Eman Alomari, left, 20, is a child education major at Brooklyn College. “I have classes back to back with only five minute breaks in between, so I don’t even go to the prayer space. I pray in the cafeteria or an empty classroom near my next class.”
 Gabriella N. Báez/NYT Institute

LaGuardia Community College has students from 150 countries who speak 96 different languages, according to its website. Khadiga Nahshal, 26, a student there, leaves her Bronx home two hours early to make it to her classes on time. She said her commute is when she is the most productive during Ramadan.

“On the train is when I can recite about 30 minutes of Quran and get some schoolwork done,” she said.

She planned her schedule to work with her fasting and enrolled in three late-afternoon courses. In her deaf studies class, Ms. Nahshal asked her instructor, John Collins, to be excused during class time to break her fast and was granted however long she needed. She said she also asked her other professors for short breaks during her other classes to pray.

Other college campuses are also introducing programs and events to accommodate Muslims.

Hira Faisal, 27, graduated from New York University’s College of Dentistry on May 20, during Ramadan. She said the month before graduation was difficult for her, juggling early-morning classes and classes that ended after the evening call to prayer, maghrib athan.

“Every day you’re dealing with patients,” Ms. Faisal said. ”You’re interacting with them, and sometimes I found it hard to just focus on what I was doing.”

But her college, along with two other N.Y.U. campuses, provided Muslim students with iftars (after-dark meals) and a halal dining hall with extended hours during Ramadan.

“I thought that was really great because we would be working in clinic or studying til 8 o’clock, and we could go down to the iftar room and grab food,” she said. “We could stay there and eat if we wanted or we could just take the food with us.”

The Islamic Center at N.Y.U. advocated for these accommodations. The organization also provided students and staff with an infographic on what Ramadan looks like for Muslim students, and shared it with other schools across the country. Amira Shouman, the assistant director of the center, said it was critical for these conversations to be happening.

“College can be stressful, and Ramadan is a month that many people look forward to,” Ms. Shouman said. “We want to make sure that students have the resources to be able to do both with less of a burden.”

The center also provides free iftars, religious lectures and congregational prayers during Ramadan. “Many institutions have made accommodations for students, providing prayer space, extended dining hall hours, sharing information about counseling on campus and how to go about asking for academic exceptions if needed,” Ms. Shouman said.

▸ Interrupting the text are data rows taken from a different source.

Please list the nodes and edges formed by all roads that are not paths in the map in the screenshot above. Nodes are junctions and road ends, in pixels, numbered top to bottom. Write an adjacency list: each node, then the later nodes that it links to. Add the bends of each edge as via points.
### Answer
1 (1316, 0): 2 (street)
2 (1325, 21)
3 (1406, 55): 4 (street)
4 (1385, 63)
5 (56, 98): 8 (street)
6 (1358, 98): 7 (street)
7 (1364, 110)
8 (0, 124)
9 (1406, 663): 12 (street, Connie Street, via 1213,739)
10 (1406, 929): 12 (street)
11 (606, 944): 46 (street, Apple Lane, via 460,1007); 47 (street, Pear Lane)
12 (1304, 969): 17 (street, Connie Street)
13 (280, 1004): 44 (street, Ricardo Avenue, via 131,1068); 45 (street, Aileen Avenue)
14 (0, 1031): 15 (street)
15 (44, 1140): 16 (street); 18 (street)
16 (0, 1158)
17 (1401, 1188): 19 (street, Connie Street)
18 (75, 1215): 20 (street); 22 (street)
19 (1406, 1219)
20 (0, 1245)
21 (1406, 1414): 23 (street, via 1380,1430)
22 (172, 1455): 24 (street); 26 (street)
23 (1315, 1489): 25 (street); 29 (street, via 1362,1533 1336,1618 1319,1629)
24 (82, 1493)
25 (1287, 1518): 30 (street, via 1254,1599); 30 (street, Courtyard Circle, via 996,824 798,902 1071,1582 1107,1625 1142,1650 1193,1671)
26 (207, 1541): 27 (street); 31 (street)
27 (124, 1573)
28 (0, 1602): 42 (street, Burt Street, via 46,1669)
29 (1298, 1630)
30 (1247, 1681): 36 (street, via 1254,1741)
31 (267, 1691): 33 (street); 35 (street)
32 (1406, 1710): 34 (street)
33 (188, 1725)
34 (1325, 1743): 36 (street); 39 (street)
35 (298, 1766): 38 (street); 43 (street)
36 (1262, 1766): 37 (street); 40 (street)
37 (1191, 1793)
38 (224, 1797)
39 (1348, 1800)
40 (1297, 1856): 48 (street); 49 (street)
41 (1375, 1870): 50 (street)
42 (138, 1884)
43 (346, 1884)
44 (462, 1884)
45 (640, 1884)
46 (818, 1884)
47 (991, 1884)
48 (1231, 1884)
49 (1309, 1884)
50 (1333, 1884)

Columbia University allowed students to request arrangements during final exams occurring late at night, provided them with a pre dawn meal, called suhoor, and a late-night area for additional prayers, or taraweeh, on campus. Princeton University and University of California, Berkeley also provided their Muslim students with to-go meals and dining programs.

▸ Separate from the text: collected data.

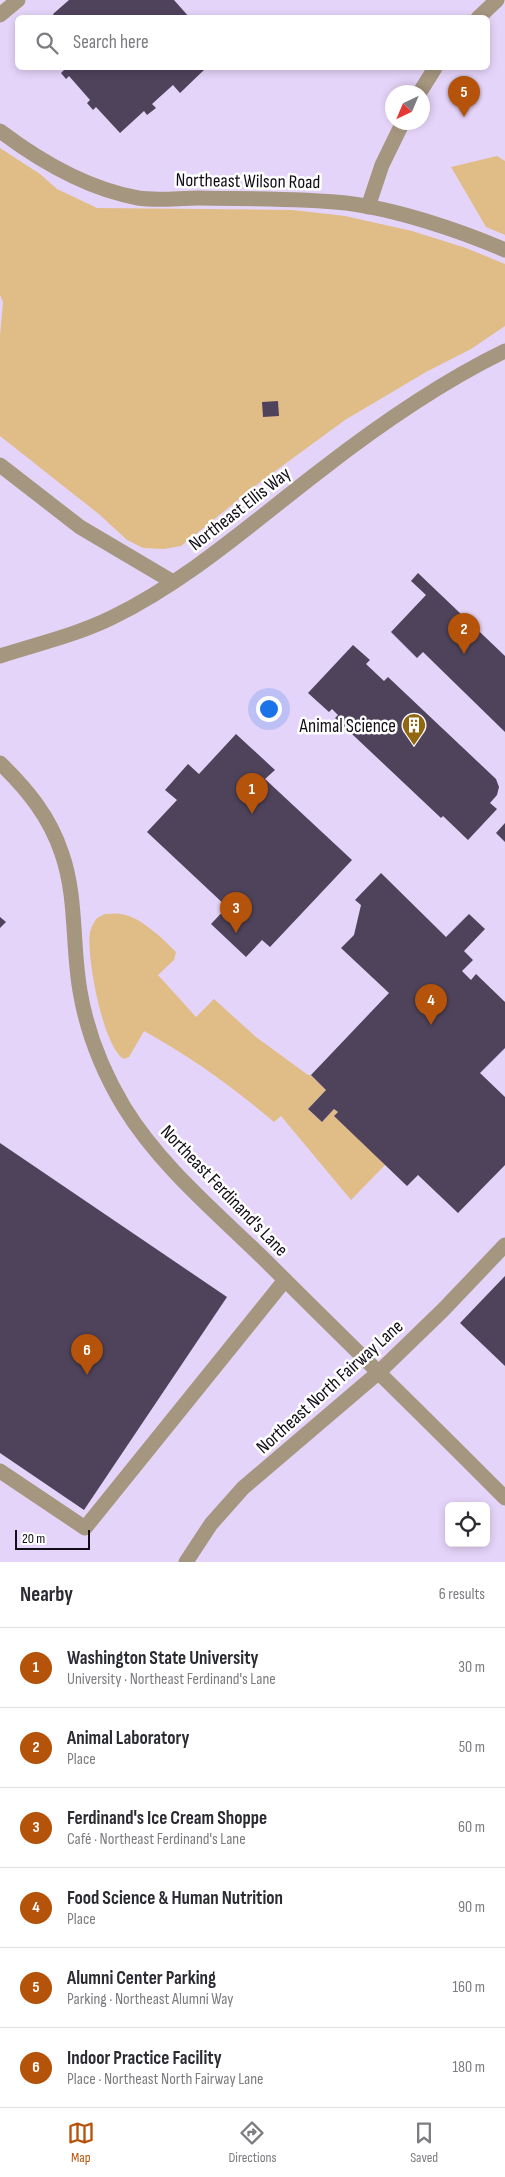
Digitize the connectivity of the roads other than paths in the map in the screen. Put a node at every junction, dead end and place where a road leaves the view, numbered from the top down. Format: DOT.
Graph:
graph roads {
  1 [pos="496,0"];
  2 [pos="15,1"];
  3 [pos="0,15"];
  4 [pos="481,15"];
  5 [pos="434,70"];
  6 [pos="424,85"];
  7 [pos="399,130"];
  8 [pos="0,131"];
  9 [pos="368,207"];
  10 [pos="505,250"];
  11 [pos="505,351"];
  12 [pos="0,465"];
  13 [pos="174,582"];
  14 [pos="0,656"];
  15 [pos="0,763"];
  16 [pos="505,1245"];
  17 [pos="285,1280"];
  18 [pos="379,1372"];
  19 [pos="0,1471"];
  20 [pos="505,1498"];
  21 [pos="186,1562"];
  1 -- 4 [label="street"];
  2 -- 3 [label="street"];
  5 -- 6 [label="street"];
  7 -- 9 [label="street"];
  8 -- 9 [label="street, Northeast Wilson Road"];
  9 -- 10 [label="street, Northeast Wilson Road"];
  11 -- 13 [label="street, Northeast Ellis Way"];
  12 -- 13 [label="street"];
  13 -- 14 [label="street, Northeast Ellis Way"];
  15 -- 17 [label="street, Northeast Ferdinand's Lane"];
  16 -- 18 [label="street, Northeast North Fairway Lane"];
  17 -- 18 [label="street, Northeast Ferdinand's Lane"];
  17 -- 19 [label="street"];
  18 -- 20 [label="street, Northeast Ferdinand's Lane"];
  18 -- 21 [label="street, Northeast North Fairway Lane"];
}
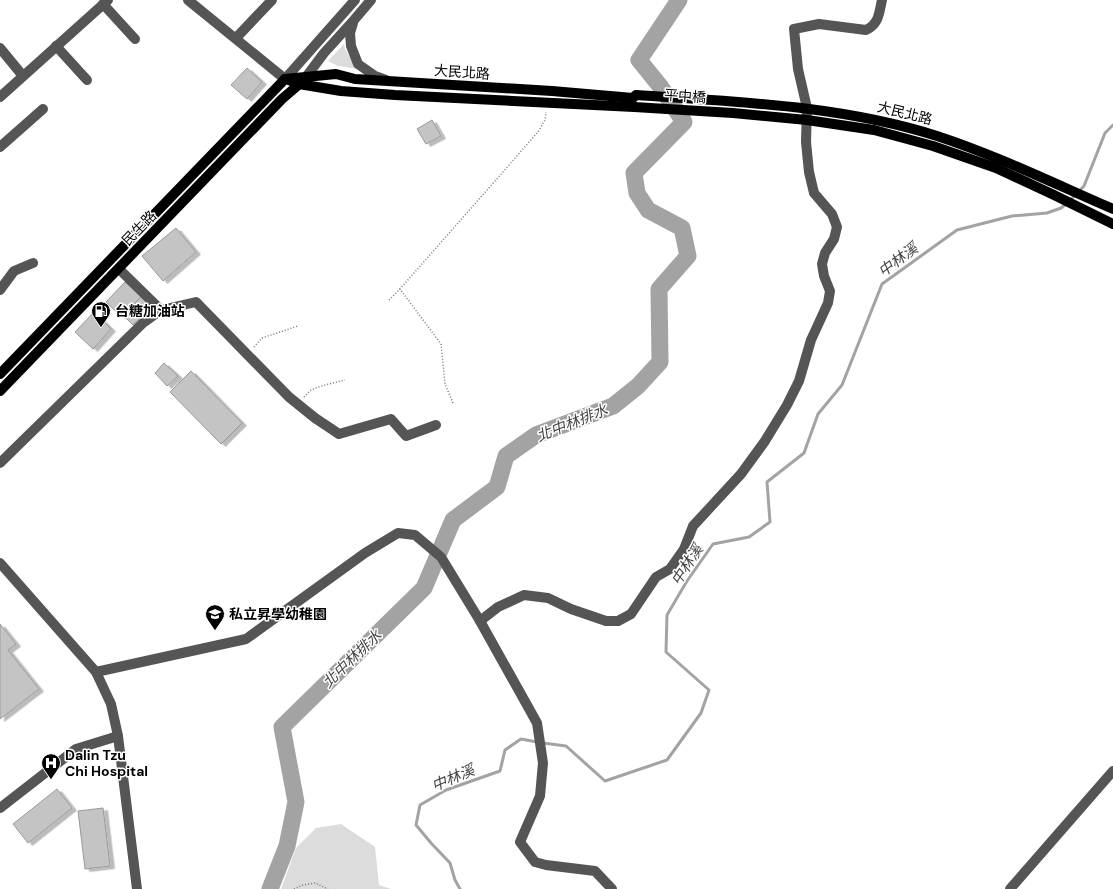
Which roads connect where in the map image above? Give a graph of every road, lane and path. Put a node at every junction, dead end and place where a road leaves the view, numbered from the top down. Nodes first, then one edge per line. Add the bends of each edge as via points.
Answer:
1 (188, 0) edge
2 (272, 0) edge
3 (355, 0) edge
4 (371, 0) edge
5 (882, 0) edge
6 (105, 2) edge
7 (354, 20) junction
8 (236, 38) junction
9 (134, 39) dead end
10 (56, 46) junction
11 (0, 48) edge
12 (24, 76) junction
13 (285, 79) junction
14 (87, 80) dead end
15 (303, 80) junction
16 (390, 81) junction
17 (636, 95) joint
18 (0, 97) edge
19 (734, 102) joint
20 (548, 103) junction
21 (634, 107) joint
22 (807, 108) junction
23 (43, 109) dead end
24 (733, 113) joint
25 (807, 120) junction
26 (0, 147) edge
27 (1108, 207) edge
28 (1113, 224) edge
29 (33, 263) dead end
30 (119, 269) junction
31 (400, 289) junction
32 (0, 290) edge
33 (389, 300) dead end
34 (161, 310) junction
35 (298, 326) dead end
36 (248, 355) junction
37 (0, 374) edge
38 (346, 380) dead end
39 (0, 391) edge
40 (454, 403) dead end
41 (297, 404) junction
42 (436, 425) dead end
43 (0, 463) edge
44 (0, 563) edge
45 (480, 621) junction
46 (96, 672) junction
47 (118, 736) junction
48 (1113, 771) edge
49 (0, 808) edge
50 (137, 889) edge
51 (294, 889) edge
52 (328, 889) edge
53 (612, 889) edge
54 (1010, 889) edge

1 - 8 street
2 - 8 street
3 - 13 street
4 - 7 street
5 - 22 street via 876,21 866,30 819,24 794,29 798,69
6 - 9 street
6 - 10 street
7 - 15 street
7 - 16 street via 350,33 351,46 358,64 375,76
8 - 13 street
10 - 12 street
10 - 14 street
11 - 12 street
12 - 18 street
13 - 15 main road
13 - 37 main road, 民生路
15 - 16 main road, 大民北路 via 336,74 355,79
15 - 20 main road, 大民北路 via 341,91
15 - 30 main road, 民生路
16 - 17 main road, 大民北路 via 634,98
17 - 19 main road, 平中橋
19 - 22 main road, 大民北路
20 - 21 main road, 大民北路
20 - 31 path via 545,120 538,132
21 - 24 main road, 平中橋
22 - 25 street
22 - 27 main road, 大民北路 via 878,120 936,136 999,158
23 - 26 street
24 - 25 main road, 大民北路
25 - 28 main road, 大民北路 via 874,130 933,146 996,168
25 - 45 street via 806,142 814,193 832,214 837,227 822,264 830,291 828,302 811,340 799,381 765,441 741,474 693,526 681,554 670,569 656,577 631,614 618,622 606,621 548,598 524,595 498,607
29 - 32 street via 14,271
30 - 34 street
30 - 39 main road, 民生路
31 - 33 path
31 - 40 path via 441,344 446,384
34 - 36 street via 196,302
34 - 43 street via 143,323
35 - 36 path via 262,338
36 - 41 street
38 - 41 path via 311,390
41 - 42 street via 339,434 391,419 406,436
44 - 46 street
45 - 46 street via 441,557 415,535 398,533 365,552 246,639
45 - 53 street via 536,723 543,764 540,796 520,842 535,862 595,871
46 - 47 street via 111,704
47 - 49 street via 76,749
47 - 50 street
48 - 54 street
51 - 52 path via 315,883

These programs and accommodations allowed Muslim students to tend to their religious obligations, but the programs also provided a space for them to socialize and unwind.

Ms. Faisal said she enjoyed the iftars at N.Y.U. “It built a sense of community in the College of Dentistry because everyone would get together, pray maghrib, get food and talk about their day,” she said.

Women pray at the Beit El-Maqdis Islamic Center of Bay Ridge mosque in Bay Ridge, Brooklyn. Gabriella N. Báez/NYT Institute

Reyad Ghali, 48, the imam of Beit Al-Maqdis Islamic Center of Bay Ridge, Brooklyn, said students still come to the mosque for taraweeh prayers on school nights. The mosque is more popular during the weekends, but he said he has hope for future generations of Muslim students who will celebrate Ramadan only during the school year.

“There’s an Islamic principle that says that the greater the hardship, the greater the reward will be with Allah,” he said in Arabic. “Muslims should be encouraged by Allah’s reward for remaining steadfast in practice despite hardships that may arise while fasting.”